*Task brief*
Count the lines in the records below that contain the word "hand", and reply with only that number.
[Task material]
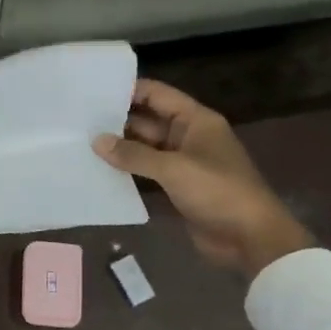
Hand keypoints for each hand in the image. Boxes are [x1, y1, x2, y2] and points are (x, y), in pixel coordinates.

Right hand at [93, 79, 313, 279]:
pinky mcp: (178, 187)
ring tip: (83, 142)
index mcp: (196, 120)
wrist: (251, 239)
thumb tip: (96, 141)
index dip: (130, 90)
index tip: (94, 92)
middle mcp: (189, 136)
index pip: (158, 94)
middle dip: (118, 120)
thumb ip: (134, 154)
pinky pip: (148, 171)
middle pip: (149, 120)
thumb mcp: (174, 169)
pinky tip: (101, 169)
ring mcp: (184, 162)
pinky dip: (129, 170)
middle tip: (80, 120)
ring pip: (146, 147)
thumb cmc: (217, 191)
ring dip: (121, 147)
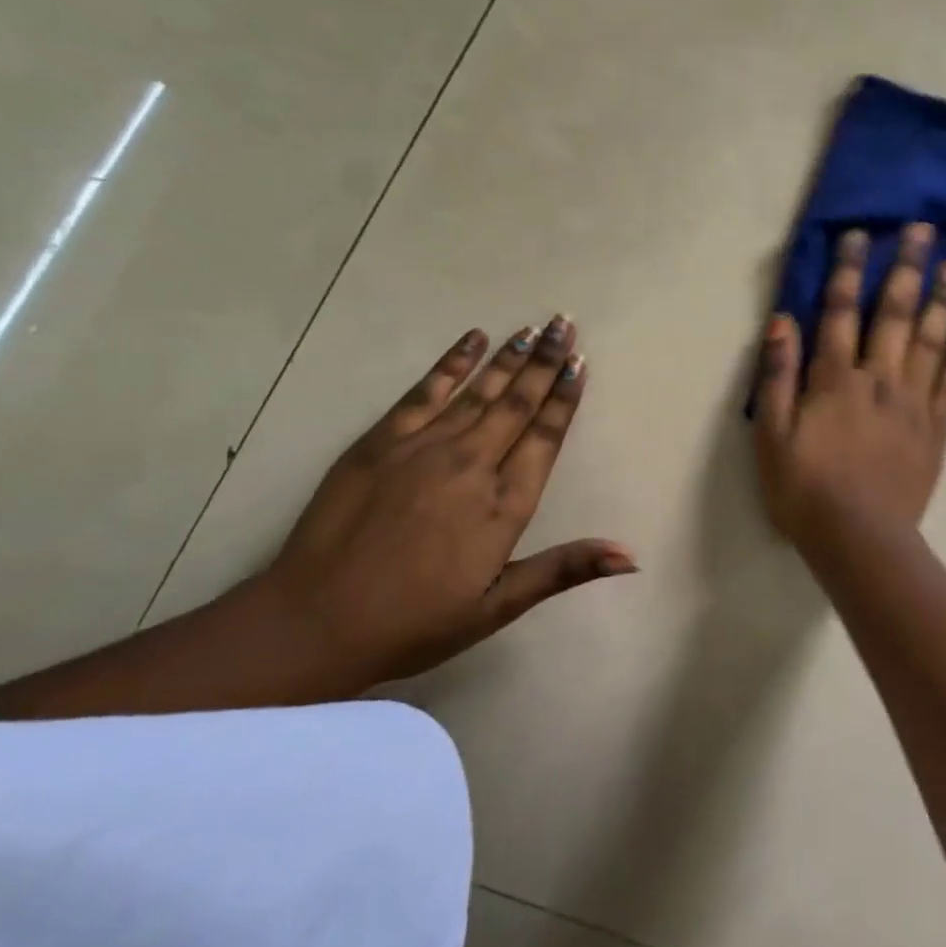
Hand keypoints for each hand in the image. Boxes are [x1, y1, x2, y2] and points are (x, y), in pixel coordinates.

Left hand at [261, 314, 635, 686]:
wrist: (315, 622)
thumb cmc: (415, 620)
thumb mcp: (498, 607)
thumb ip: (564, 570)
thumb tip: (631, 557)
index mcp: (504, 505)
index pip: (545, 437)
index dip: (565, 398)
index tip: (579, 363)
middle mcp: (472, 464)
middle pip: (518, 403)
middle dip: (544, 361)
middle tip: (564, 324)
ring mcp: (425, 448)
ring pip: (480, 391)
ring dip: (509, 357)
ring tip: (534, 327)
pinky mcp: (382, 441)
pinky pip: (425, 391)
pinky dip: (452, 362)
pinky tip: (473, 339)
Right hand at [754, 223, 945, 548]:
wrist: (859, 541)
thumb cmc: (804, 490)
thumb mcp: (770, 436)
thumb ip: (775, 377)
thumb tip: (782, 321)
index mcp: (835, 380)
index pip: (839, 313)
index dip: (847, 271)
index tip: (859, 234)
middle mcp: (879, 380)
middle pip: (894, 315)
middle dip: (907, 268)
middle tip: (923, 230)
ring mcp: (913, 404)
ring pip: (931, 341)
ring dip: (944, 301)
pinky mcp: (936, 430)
[/Task material]
[Task material]
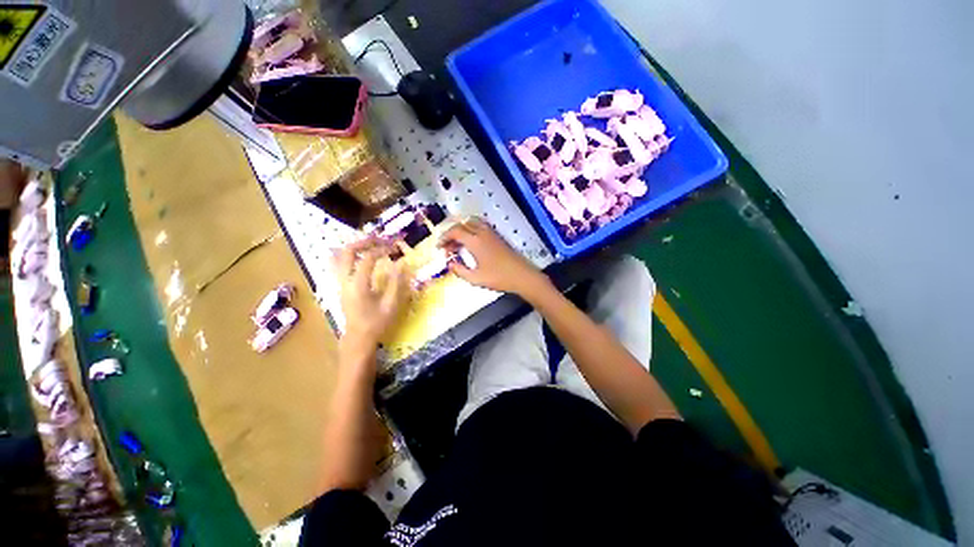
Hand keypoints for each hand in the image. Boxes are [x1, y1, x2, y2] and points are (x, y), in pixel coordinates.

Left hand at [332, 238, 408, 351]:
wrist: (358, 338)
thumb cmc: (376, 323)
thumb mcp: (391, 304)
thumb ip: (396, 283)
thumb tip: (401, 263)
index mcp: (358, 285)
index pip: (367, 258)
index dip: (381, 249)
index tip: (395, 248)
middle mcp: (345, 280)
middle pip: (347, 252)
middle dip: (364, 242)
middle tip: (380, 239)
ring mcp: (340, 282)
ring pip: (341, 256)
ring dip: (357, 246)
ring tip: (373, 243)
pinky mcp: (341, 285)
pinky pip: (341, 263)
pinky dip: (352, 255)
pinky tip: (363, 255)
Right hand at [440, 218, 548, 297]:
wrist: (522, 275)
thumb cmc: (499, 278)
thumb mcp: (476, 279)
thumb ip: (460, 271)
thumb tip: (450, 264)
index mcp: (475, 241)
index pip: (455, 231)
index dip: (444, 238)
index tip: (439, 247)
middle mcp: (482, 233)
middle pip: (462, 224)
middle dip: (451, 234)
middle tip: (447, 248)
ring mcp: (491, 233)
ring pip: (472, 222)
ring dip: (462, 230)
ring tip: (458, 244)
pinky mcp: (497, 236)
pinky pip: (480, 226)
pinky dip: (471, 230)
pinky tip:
[/Task material]
*Reply to the exercise*
8